| ||||||||||||||||||||||||
Andrei Tarkovsky on Stalker (1979) and a sequel envisioned:
"The Stalker himself is perhaps not so important to me, much more important is the Writer who went to the Zone as a cynic, just a pragmatist, and returned as a man who speaks of human dignity, who realised he was not a good man. For the first time, he even faces this question, is man good or bad? And if he has already thought of it — he thus enters the path… And when the Stalker says that all his efforts were wasted, that nobody understood anything, that nobody needed him — he is mistaken because the Writer understood everything. And because of that, the Stalker himself is not even so important.

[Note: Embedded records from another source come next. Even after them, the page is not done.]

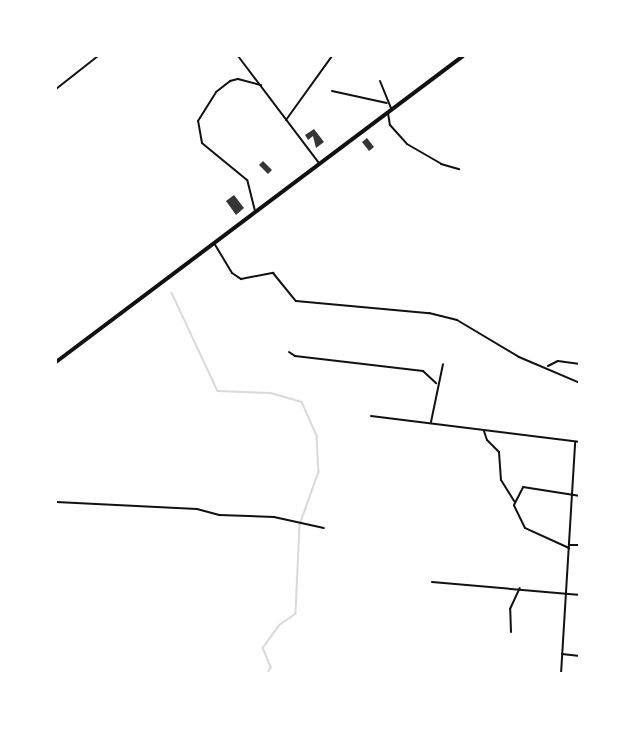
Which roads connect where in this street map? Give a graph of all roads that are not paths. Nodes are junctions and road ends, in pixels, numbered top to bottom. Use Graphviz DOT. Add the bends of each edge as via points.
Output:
graph roads {
  1 [pos="98,56"];
  2 [pos="238,56"];
  3 [pos="332,56"];
  4 [pos="463,56"];
  5 [pos="380,81"];
  6 [pos="261,85"];
  7 [pos="56,89"];
  8 [pos="332,91"];
  9 [pos="387,103"];
  10 [pos="390,111"];
  11 [pos="286,120"];
  12 [pos="319,163"];
  13 [pos="459,169"];
  14 [pos="255,211"];
  15 [pos="214,243"];
  16 [pos="289,352"];
  17 [pos="56,362"];
  18 [pos="579,363"];
  19 [pos="443,364"];
  20 [pos="547,367"];
  21 [pos="436,383"];
  22 [pos="579,383"];
  23 [pos="371,416"];
  24 [pos="430,422"];
  25 [pos="484,431"];
  26 [pos="575,441"];
  27 [pos="579,442"];
  28 [pos="572,495"];
  29 [pos="579,496"];
  30 [pos="56,502"];
  31 [pos="514,505"];
  32 [pos="324,528"];
  33 [pos="579,545"];
  34 [pos="569,546"];
  35 [pos="432,582"];
  36 [pos="520,588"];
  37 [pos="566,594"];
  38 [pos="579,595"];
  39 [pos="511,632"];
  40 [pos="562,654"];
  41 [pos="579,656"];
  42 [pos="561,674"];
  1 -- 7 [label="street"];
  2 -- 6 [label="street"];
  3 -- 11 [label="street"];
  4 -- 10 [label="main road"];
  5 -- 9 [label="street"];
  6 -- 11 [label="street"];
  6 -- 14 [label="street" via="238,79 230,81 216,92 198,121 202,143 247,180"];
  8 -- 9 [label="street"];
  9 -- 10 [label="street"];
  10 -- 12 [label="main road"];
  10 -- 13 [label="street" via="390,125 407,144 441,164"];
  11 -- 12 [label="street"];
  12 -- 14 [label="main road"];
  14 -- 15 [label="main road"];
  15 -- 17 [label="main road"];
  15 -- 20 [label="street" via="236,277 248,280 273,273 296,300 429,313 457,320 519,357"];
  16 -- 21 [label="street" via="423,371"];
  18 -- 20 [label="street" via="558,361"];
  19 -- 21 [label="street"];
  20 -- 22 [label="street"];
  21 -- 24 [label="street"];
  23 -- 24 [label="street"];
  24 -- 25 [label="street"];
  25 -- 26 [label="street"];
  25 -- 31 [label="street" via="487,440 500,452 501,480"];
  26 -- 27 [label="street"];
  26 -- 28 [label="street"];
  28 -- 29 [label="street"];
  28 -- 31 [label="street" via="523,487"];
  28 -- 34 [label="street"];
  30 -- 32 [label="street" via="197,509 274,517"];
  31 -- 34 [label="street" via="525,528"];
  33 -- 34 [label="street"];
  34 -- 37 [label="street"];
  35 -- 36 [label="street"];
  36 -- 37 [label="street"];
  36 -- 39 [label="street" via="511,603"];
  37 -- 38 [label="street"];
  37 -- 40 [label="street"];
  40 -- 41 [label="street"];
  40 -- 42 [label="street"];
}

Something else is interesting in this context. I wanted to make another film, a sequel to Stalker in which… — This was possible only in Russia, in the Soviet Union, it's impossible now because the Stalker and his wife would have to be played by the same actors. Something else is important here: that he changes, he doesn't believe anymore that people could go to this happiness, towards the happiness of self-transformation, an inner change. And he begins to change them by force, he begins to force and kidnap them to the Zone by means of some swindles — in order to make their lives better. He turns into a fascist.
And here we have how an ideal can — for purely ideological reasons — turn into its negation; when the goal already justifies the means man changes. He leads three men to the Zone by force — this is what I wanted to show in the second film — and he does not shy away even from bloodshed in order to accomplish his goal. This is already the idea of the Grand Inquisitor, those who take on themselves sin in the name of, so to speak…"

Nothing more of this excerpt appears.